Council adopts update of Schengen Borders Code
The Council has today given its final approval to a new Schengen Borders Code, the EU’s rulebook that deals with the management of internal and external borders as well as the rules governing border control of persons crossing the external EU borders.
The reform is instrumental in making the Schengen area more resilient to present and future crises at its external borders. It makes also sure that people living and travelling in the EU can fully enjoy the benefits of borderless travel.
The regulation introduces the possibility to adopt EU-wide measures that restrict the access of third-country nationals to the EU in the event of a large-scale public health emergency. It also puts in place a transfer procedure that will help tackle the secondary movement of migrants (from one member state to another) and offers solutions to situations of instrumentalisation of migration. Clarifications to the rules about the reintroduction of border controls will ensure they remain a measure of last resort.
Travelling in the Schengen zone without border checks is one of the main accomplishments of the EU. With today’s vote we have given member states tools at hand to maintain borderless travel within the Schengen area, while securing external borders, addressing irregular migration and public health risks.
Annelies Verlinden, Belgian Minister of the Interior, Institutional Reform and Democratic Renewal
Main elements
In the event of a large-scale public health emergency the new rules grant the possibility – following a Council decision – to put in place harmonised temporary travel restrictions at the EU’s external border. During the COVID-19 pandemic, the EU was only able to issue non-binding recommendations as regards travel restrictions to member states. In addition to travel restrictions, the Council can also impose testing, quarantine and self-isolation and other health related measures for non-EU citizens entering the EU.
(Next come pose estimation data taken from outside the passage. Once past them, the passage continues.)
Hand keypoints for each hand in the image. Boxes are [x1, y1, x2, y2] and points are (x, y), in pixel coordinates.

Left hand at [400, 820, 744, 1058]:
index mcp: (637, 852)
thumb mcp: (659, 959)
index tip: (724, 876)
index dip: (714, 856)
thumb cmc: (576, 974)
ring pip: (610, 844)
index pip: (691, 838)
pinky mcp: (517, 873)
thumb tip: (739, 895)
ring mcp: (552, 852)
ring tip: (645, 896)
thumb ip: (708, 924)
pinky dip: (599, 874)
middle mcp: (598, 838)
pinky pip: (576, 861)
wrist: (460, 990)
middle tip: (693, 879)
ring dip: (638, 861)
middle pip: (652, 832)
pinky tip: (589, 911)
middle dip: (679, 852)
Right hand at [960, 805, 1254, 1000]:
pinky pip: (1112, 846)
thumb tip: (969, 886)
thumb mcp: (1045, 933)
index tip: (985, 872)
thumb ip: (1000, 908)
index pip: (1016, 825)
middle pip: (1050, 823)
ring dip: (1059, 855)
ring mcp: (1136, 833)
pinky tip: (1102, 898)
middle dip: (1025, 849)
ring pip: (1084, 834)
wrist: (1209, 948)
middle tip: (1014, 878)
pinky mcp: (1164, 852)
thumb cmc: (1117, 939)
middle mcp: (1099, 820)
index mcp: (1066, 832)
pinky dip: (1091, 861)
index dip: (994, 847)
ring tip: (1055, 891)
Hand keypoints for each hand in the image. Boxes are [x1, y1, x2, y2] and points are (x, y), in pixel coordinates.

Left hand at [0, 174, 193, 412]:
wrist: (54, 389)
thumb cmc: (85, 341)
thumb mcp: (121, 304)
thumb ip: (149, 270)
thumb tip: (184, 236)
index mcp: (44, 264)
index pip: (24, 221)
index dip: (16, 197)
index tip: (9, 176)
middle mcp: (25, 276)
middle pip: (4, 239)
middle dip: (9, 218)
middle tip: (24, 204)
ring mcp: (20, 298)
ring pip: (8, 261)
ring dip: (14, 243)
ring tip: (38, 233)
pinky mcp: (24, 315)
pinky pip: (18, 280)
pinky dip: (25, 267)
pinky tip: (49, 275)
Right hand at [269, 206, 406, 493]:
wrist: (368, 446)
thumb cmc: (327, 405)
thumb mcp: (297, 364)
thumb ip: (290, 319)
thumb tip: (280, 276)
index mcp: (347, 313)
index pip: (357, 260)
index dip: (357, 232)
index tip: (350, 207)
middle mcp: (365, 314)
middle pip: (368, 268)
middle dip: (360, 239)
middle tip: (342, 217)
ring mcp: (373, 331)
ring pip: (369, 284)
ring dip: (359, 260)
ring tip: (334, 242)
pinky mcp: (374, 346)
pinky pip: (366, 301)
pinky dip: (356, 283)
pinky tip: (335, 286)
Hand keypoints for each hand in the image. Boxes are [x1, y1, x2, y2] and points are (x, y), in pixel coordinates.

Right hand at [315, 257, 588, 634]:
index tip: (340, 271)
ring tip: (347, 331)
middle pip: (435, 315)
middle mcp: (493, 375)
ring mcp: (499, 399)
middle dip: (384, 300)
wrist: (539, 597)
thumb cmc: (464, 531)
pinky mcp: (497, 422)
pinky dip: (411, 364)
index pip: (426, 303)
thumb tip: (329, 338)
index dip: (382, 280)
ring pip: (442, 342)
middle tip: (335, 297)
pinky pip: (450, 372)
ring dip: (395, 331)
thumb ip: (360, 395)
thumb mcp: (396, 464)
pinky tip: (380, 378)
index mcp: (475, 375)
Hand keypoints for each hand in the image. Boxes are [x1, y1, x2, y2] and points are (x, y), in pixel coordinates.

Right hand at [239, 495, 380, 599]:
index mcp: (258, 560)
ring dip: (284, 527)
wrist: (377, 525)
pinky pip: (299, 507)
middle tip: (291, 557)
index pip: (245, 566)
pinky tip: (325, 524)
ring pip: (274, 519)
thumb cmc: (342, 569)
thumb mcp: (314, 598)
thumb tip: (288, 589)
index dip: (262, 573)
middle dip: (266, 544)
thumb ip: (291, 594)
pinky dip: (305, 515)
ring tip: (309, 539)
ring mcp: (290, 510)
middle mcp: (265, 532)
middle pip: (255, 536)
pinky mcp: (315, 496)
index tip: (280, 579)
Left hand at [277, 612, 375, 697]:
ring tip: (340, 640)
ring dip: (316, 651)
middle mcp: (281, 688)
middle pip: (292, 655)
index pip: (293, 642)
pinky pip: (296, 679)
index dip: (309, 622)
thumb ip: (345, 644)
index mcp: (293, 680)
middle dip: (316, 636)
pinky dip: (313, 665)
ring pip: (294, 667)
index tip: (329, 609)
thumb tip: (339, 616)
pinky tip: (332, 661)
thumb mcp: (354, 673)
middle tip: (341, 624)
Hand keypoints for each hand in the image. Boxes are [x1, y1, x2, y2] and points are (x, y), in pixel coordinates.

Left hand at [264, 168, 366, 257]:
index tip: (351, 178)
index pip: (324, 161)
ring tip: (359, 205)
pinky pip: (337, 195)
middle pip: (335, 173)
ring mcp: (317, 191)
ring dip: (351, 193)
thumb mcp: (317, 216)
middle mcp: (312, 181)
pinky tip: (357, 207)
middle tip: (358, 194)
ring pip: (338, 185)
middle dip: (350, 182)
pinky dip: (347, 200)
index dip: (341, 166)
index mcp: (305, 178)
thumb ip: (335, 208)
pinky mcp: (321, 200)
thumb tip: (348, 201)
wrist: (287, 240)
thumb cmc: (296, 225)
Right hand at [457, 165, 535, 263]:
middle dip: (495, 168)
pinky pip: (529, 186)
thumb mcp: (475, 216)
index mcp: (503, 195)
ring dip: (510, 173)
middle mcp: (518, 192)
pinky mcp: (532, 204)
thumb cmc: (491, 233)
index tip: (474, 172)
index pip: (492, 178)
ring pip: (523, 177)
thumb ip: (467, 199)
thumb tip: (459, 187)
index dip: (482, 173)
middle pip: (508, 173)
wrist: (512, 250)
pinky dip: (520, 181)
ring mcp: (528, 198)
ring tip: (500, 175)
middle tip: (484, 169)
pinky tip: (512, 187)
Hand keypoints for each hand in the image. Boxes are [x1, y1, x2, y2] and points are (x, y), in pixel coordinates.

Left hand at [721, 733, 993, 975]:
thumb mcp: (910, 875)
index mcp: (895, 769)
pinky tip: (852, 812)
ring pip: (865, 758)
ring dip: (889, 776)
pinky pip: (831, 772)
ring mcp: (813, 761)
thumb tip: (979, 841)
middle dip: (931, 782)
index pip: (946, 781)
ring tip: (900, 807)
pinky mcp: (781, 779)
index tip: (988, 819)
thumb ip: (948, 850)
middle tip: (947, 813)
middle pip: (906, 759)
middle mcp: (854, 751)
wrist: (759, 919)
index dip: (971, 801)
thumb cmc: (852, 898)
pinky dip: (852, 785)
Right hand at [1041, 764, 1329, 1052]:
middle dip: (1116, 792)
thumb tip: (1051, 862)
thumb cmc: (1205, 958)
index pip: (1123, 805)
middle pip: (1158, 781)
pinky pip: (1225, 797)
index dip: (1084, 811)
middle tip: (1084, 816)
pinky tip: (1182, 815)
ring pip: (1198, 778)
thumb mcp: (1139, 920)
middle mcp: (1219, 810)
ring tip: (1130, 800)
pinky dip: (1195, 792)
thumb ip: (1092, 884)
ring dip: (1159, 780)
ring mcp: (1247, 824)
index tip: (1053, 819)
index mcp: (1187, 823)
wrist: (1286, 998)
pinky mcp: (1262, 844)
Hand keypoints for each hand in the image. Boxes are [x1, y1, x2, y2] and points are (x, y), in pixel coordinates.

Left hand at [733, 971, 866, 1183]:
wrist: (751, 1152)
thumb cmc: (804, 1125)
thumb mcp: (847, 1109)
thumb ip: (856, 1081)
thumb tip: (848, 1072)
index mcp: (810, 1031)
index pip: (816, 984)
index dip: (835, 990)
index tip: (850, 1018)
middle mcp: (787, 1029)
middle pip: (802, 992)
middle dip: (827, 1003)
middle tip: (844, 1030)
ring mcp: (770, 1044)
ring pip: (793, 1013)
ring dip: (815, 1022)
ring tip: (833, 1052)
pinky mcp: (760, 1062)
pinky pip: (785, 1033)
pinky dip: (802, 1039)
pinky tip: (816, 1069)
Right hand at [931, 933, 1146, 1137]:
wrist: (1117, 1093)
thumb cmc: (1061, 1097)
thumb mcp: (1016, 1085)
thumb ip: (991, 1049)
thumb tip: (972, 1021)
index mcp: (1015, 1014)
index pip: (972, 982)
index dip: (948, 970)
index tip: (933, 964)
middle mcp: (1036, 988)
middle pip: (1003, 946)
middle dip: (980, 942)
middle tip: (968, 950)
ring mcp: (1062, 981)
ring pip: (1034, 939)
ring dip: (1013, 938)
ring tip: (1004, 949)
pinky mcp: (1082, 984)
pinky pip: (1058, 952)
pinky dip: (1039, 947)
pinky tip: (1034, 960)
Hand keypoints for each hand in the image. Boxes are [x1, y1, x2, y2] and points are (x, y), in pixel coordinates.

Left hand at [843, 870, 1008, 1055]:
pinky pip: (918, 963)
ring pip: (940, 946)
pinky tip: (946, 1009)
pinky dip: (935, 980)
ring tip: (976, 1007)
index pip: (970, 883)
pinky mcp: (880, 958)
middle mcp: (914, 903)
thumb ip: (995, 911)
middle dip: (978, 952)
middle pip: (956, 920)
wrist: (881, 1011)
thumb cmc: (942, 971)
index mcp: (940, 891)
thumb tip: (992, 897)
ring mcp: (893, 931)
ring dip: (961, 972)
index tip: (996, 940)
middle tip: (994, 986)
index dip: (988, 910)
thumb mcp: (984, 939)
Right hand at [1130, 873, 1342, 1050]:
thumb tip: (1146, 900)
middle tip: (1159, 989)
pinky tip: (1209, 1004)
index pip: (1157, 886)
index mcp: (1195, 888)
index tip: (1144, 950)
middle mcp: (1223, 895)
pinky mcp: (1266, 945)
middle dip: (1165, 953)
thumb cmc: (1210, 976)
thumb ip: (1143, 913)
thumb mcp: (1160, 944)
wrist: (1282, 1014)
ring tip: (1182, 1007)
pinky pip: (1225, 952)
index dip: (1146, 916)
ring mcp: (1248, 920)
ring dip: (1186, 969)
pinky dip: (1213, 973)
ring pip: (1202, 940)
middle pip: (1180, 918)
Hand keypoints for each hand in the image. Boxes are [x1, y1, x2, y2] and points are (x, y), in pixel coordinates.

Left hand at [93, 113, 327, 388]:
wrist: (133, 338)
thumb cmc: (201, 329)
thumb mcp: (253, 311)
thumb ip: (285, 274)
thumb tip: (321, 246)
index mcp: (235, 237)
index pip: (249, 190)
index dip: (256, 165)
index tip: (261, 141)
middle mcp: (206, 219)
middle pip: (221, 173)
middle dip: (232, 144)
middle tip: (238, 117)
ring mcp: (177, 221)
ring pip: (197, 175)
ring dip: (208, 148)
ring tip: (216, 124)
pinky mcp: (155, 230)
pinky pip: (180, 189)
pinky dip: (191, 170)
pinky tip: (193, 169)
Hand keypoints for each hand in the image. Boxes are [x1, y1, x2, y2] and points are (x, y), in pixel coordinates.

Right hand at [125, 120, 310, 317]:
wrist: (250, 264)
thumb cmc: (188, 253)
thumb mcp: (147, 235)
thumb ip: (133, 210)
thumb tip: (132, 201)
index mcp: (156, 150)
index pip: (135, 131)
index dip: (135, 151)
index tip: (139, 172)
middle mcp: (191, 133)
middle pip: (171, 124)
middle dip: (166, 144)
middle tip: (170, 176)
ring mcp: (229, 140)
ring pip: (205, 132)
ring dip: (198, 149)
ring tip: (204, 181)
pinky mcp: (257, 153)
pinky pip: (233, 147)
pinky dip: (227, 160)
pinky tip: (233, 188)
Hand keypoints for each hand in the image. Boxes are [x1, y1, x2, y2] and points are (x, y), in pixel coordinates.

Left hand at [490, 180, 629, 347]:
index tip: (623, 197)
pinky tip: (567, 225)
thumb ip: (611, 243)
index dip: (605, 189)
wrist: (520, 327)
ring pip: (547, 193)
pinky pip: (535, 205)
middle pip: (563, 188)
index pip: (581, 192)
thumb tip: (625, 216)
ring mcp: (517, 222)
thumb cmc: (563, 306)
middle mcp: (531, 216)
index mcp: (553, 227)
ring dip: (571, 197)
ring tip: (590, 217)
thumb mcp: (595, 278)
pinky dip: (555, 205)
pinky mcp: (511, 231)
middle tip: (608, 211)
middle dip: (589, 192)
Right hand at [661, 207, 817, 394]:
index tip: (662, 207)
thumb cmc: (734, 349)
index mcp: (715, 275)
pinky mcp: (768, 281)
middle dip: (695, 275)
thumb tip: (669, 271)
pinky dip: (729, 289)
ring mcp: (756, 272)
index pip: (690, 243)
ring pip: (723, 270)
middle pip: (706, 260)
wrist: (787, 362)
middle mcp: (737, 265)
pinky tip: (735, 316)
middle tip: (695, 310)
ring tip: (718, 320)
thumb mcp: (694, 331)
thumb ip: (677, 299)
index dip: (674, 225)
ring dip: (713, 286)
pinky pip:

In order to fight the instrumentalisation of migration the amended Schengen Borders Code will offer member states the possibility to limit the number of border crossing points or reduce their opening hours and allows for enhanced border surveillance measures.
The revised Schengen Borders Code clarifies the existing framework for the reintroduction and prolongation of internal border controls, which is possible when there is a serious threat to public policy or internal security. Member states will need to assess the necessity and proportionality of this decision and assess whether the objectives pursued cannot be attained by other means.
Moreover, the revised regulation sets out the maximum duration during which these controls at the internal borders may be maintained. Internal border controls which have been notified to the Commission, member states and the European Parliament before being reintroduced may remain in place for a maximum duration of two years. In major exceptional situations, internal border controls may be prolonged by 6 additional months, renewable once for a total duration of one year.
The possibility to use alternative measures, typically consisting of police checks and cross-border cooperation, should encourage member states to substantially limit the reintroduction of temporary border controls. These measures must be clearly distinct from systemic checks on persons at external borders.
Additionally, a new transfer procedure will allow a member state to transfer third-country nationals apprehended in the border area and staying illegally in its territory to the member state from which they arrived directly. The apprehension should take place in the context of a bilateral cooperation framework.
Next steps
This regulation enters into force on the twentieth day following that of its publication in the Official Journal of the European Union. It is directly applicable in the EU countries.
Background
The proposal was presented on 14 December 2021 by the European Commission. The Council presidency and European Parliament (rapporteur Sylvia Guillaume) reached a provisional agreement on the final law on 6 February 2024.